This post in no way ranks up there as a huge challenge or a major upset, and I am surprised to find myself here as a genuine poster (rather than a wellwisher), but I think it's home is here all the same.

Yesterday I had an all day rehearsal, and just couldn't 'get into' playing.  Normally, even if I'm a bit out of practice, something will just click after an hour or so.  But not yesterday - just 7 hours of feeling mediocre.  I don't want to be mediocre.  And I left the rehearsal wondering why I played the violin.

That then led to me wondering, on the train home, why I did anything.  I love gardening, but I'm not great at it and couldn't earn a living doing it.  Same goes for cooking.  And probably the same for writing - although that's a bit different.  I feel I could be really good at it, but I need to give myself the time to practise writing.  And that discipline is something I struggle with - which got me a bit glum.  I regretted wasting my life so far.

And then, when I put my head on my pillow, my mind decided to remind me of all the embarrassing moments of my life.  All the times I cringe to remember.  All the things that make me hate myself.  Right from the time when aged 7 on holiday in France I got overexcited about the waiter asking my Dad if he wanted Heineken or Stella because I liked the idea of a beer that reached the parts others didn't and received a disdainful look as he chose Stella, to the way I treated girlfriends at college, to things I said about a violinist on a music course (who I greatly envied) to her admirers which were irrelevant but hurtful, to the times I've insulted people unintentionally by careless use of words or jokes, to .... well there's lots more...

I don't feel I got control of myself until late in life - at least until about 5 years ago.  And I still catch myself making mistakes and grimacing about them.  So, for my brain to drag them up again meant I was awake all night.

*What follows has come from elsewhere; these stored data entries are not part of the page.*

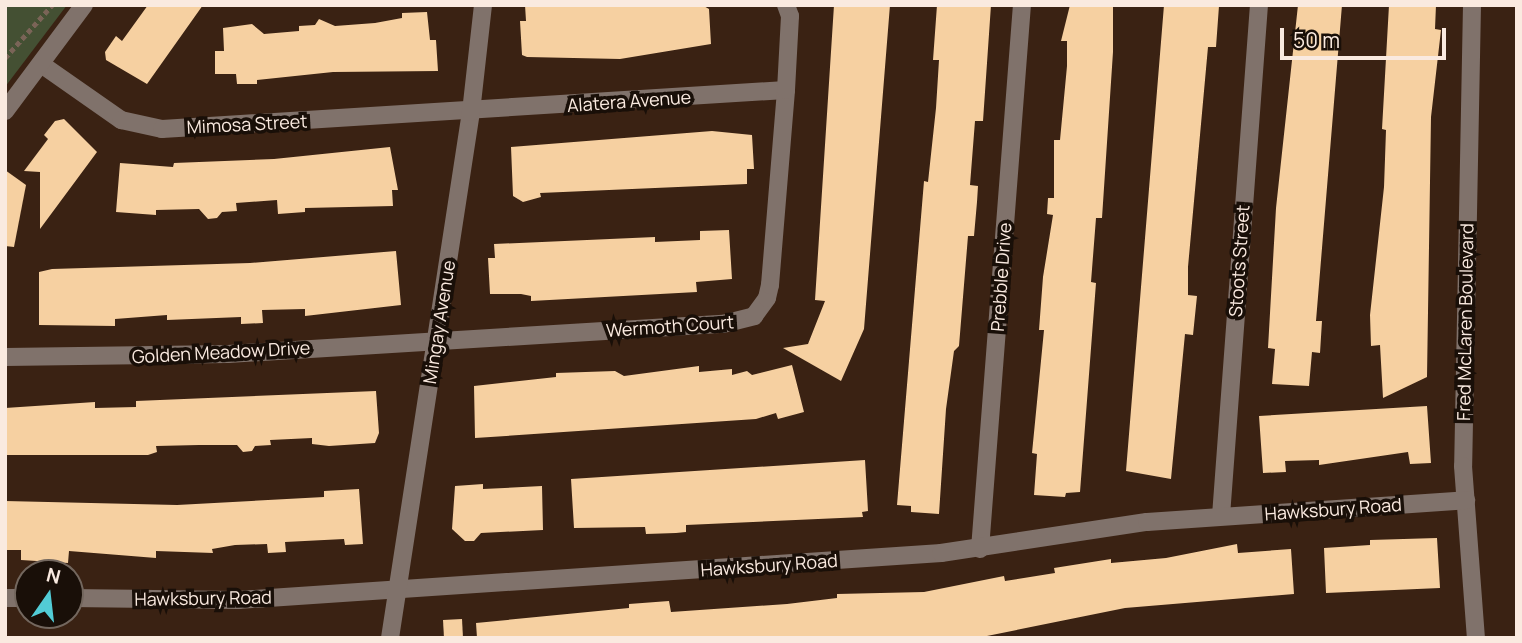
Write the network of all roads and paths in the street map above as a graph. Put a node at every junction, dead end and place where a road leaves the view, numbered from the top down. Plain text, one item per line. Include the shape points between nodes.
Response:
1 (52, 5) edge
2 (84, 5) edge
3 (483, 5) edge
4 (786, 5) edge
5 (1022, 5) edge
6 (1259, 5) edge
7 (1472, 5) edge
8 (5, 58) edge
9 (41, 64) junction
10 (786, 90) junction
11 (5, 111) edge
12 (471, 112) junction
13 (436, 341) junction
14 (5, 357) edge
15 (1466, 500) junction
16 (1221, 516) junction
17 (980, 549) junction
18 (396, 589) junction
19 (84, 598) edge
20 (390, 638) edge
21 (1476, 638) edge

1 - 8 path
2 - 9 street
3 - 12 street, Mingay Avenue
4 - 10 street, Wermoth Court via 790,16
5 - 17 street, Prebble Drive
6 - 16 street, Stoots Street
7 - 15 street, Fred McLaren Boulevard via 1464,345
9 - 11 street
9 - 12 street, Mimosa Street via 108,112 141,127
10 - 12 street, Alatera Avenue
10 - 13 street, Wermoth Court via 770,285 754,316 723,324
12 - 13 street, Mingay Avenue
13 - 14 street, Golden Meadow Drive via 162,357
13 - 18 street, Mingay Avenue
15 - 16 street, Hawksbury Road
15 - 21 street, Fred McLaren Boulevard
16 - 17 street, Hawksbury Road via 1147,522
17 - 18 street, Hawksbury Road
18 - 19 street, Hawksbury Road via 238,600
18 - 20 street, Mingay Avenue

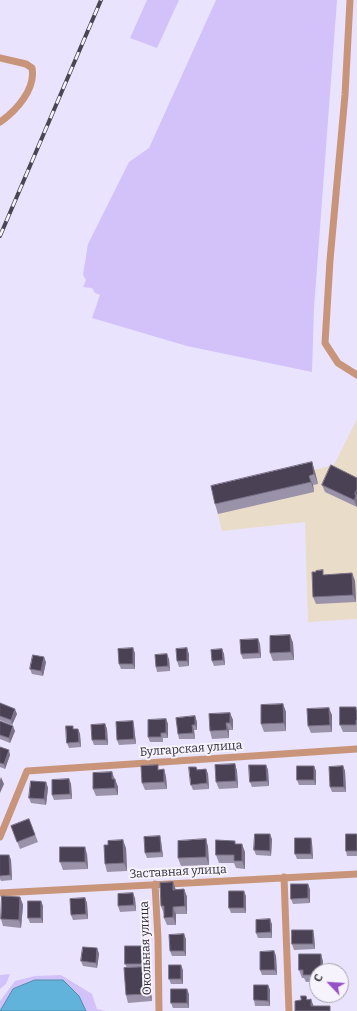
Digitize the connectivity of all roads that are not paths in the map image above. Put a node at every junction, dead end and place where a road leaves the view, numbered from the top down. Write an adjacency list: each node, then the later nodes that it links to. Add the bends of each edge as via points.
1 (350, 0): 4 (street, via 325,344 338,363)
2 (0, 58): 3 (street, via 26,64 32,68 33,73 23,99 10,115)
3 (0, 122)
4 (357, 375)
5 (357, 749): 6 (street, Булгарская улица, via 27,771)
6 (0, 837)
7 (357, 874): 8 (street, Заставная улица)
8 (284, 877): 9 (street, Заставная улица); 12 (street)
9 (155, 884): 10 (street, Заставная улица); 11 (street, Окольная улица)
10 (0, 893)
11 (159, 1011)
12 (289, 1011)

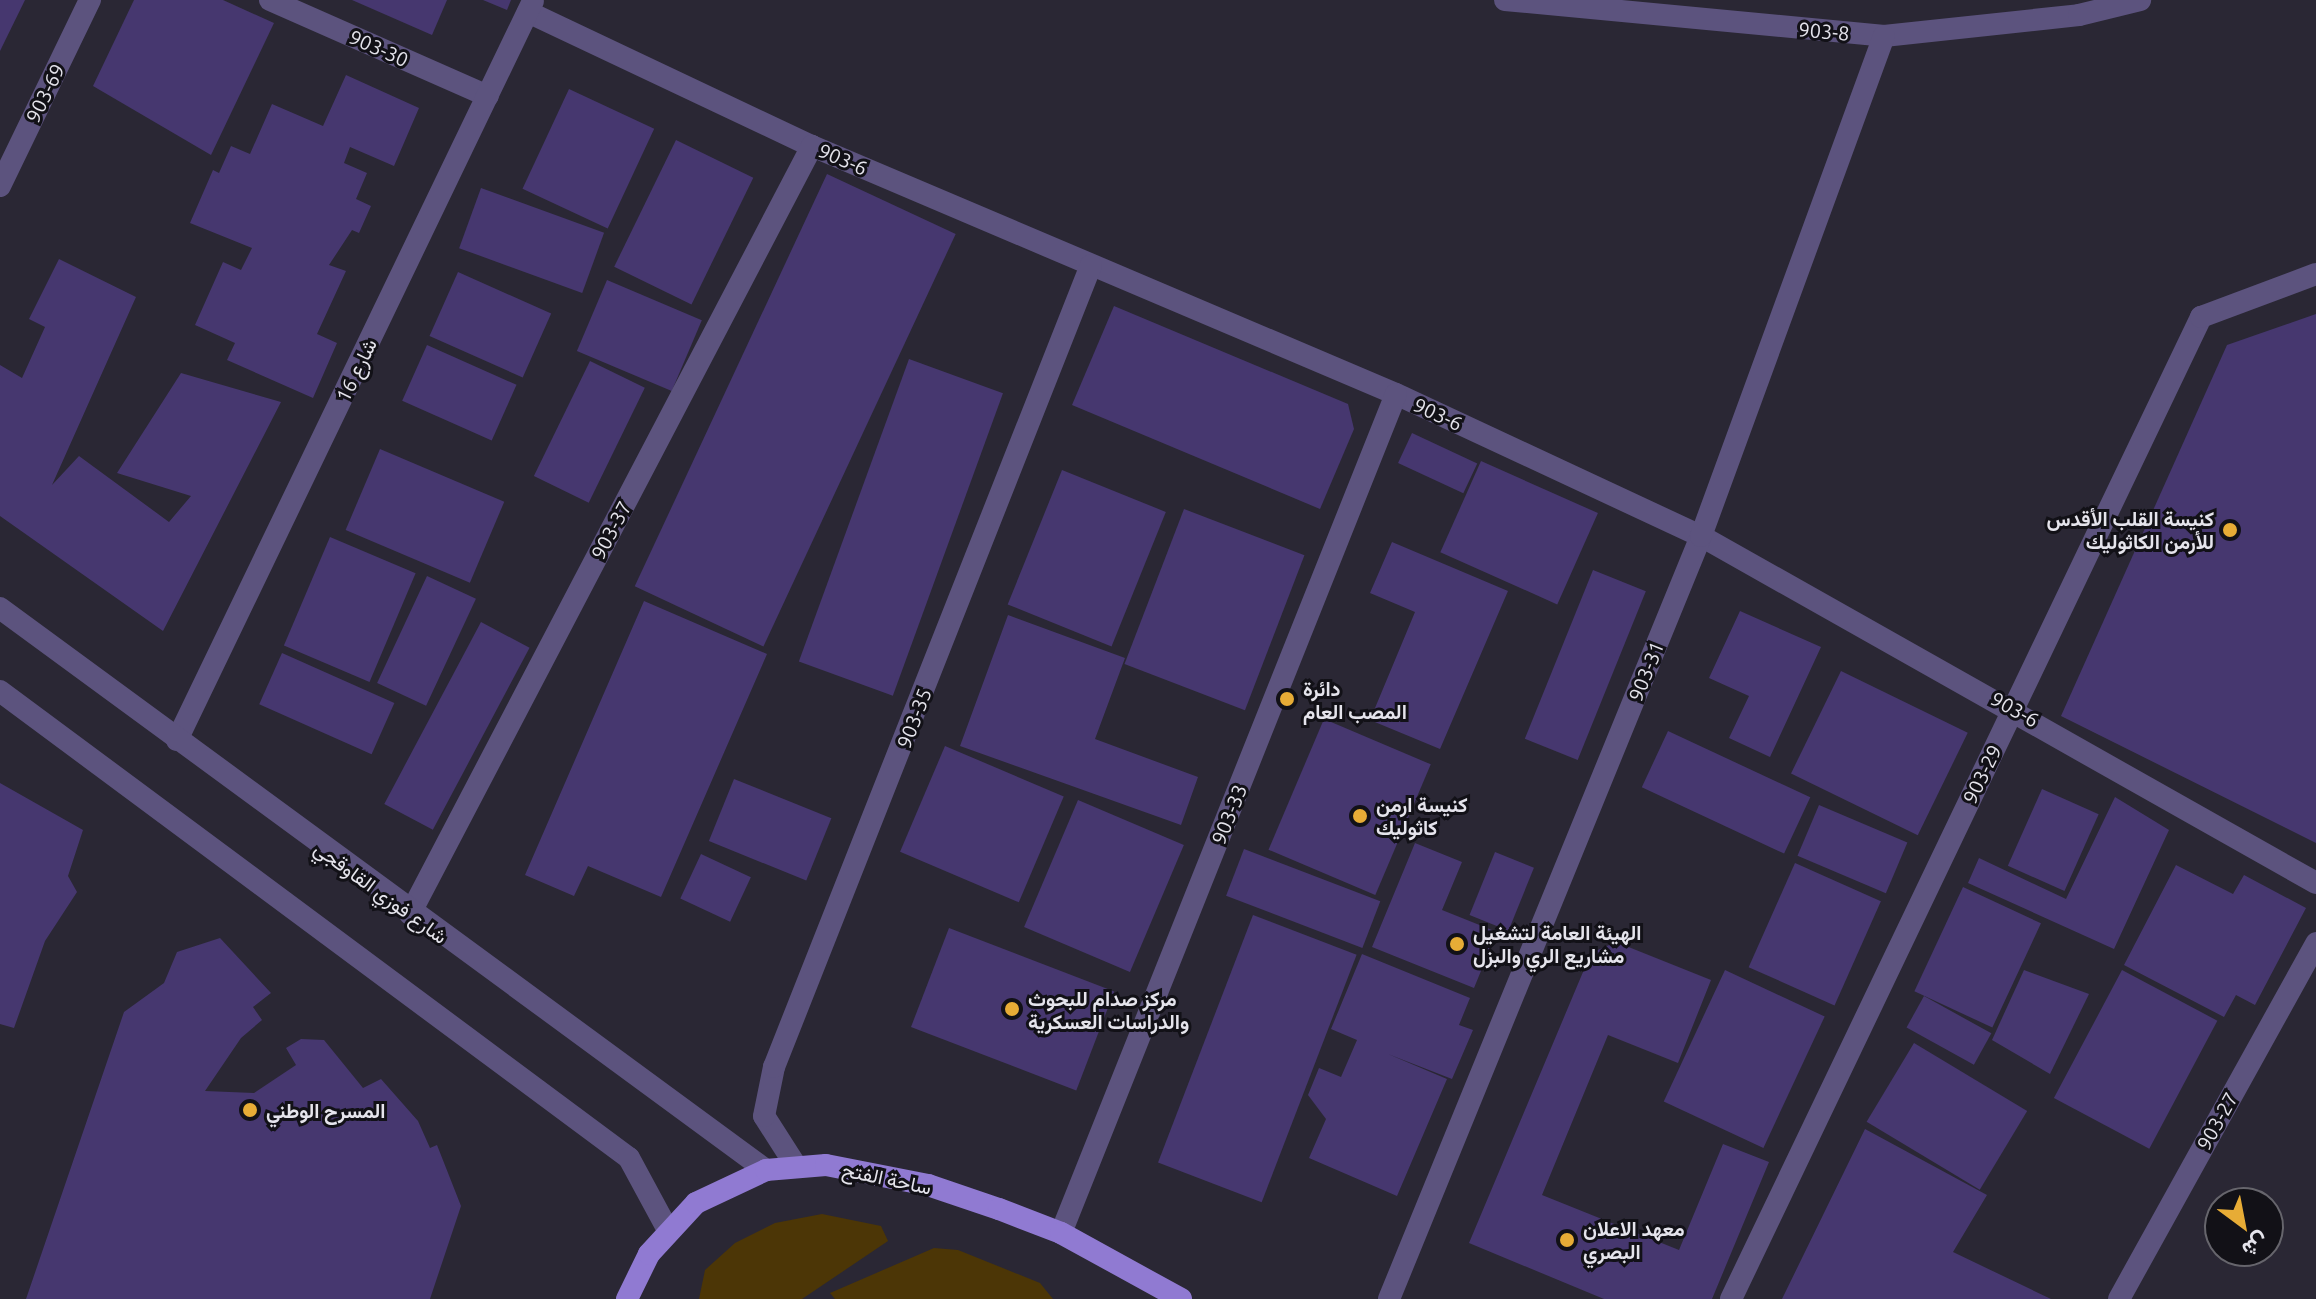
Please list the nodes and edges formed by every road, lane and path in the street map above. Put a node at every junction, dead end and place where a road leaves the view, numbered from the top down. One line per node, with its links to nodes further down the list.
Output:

So I've had a thoroughly miserable 36 hours or so.  I'm OK-ish now, and will just get on with things - including violin, gardening, cookery, writing, and the day job.  I just do want to say "Sorry" though.  Many of the people I need to say sorry to have gone now - either no longer with us, or I'm no longer in contact with them.  But if I have ever upset anyone here (whether as a poster, if we have met in a different life, or imagined), I'm sorry to you guys too.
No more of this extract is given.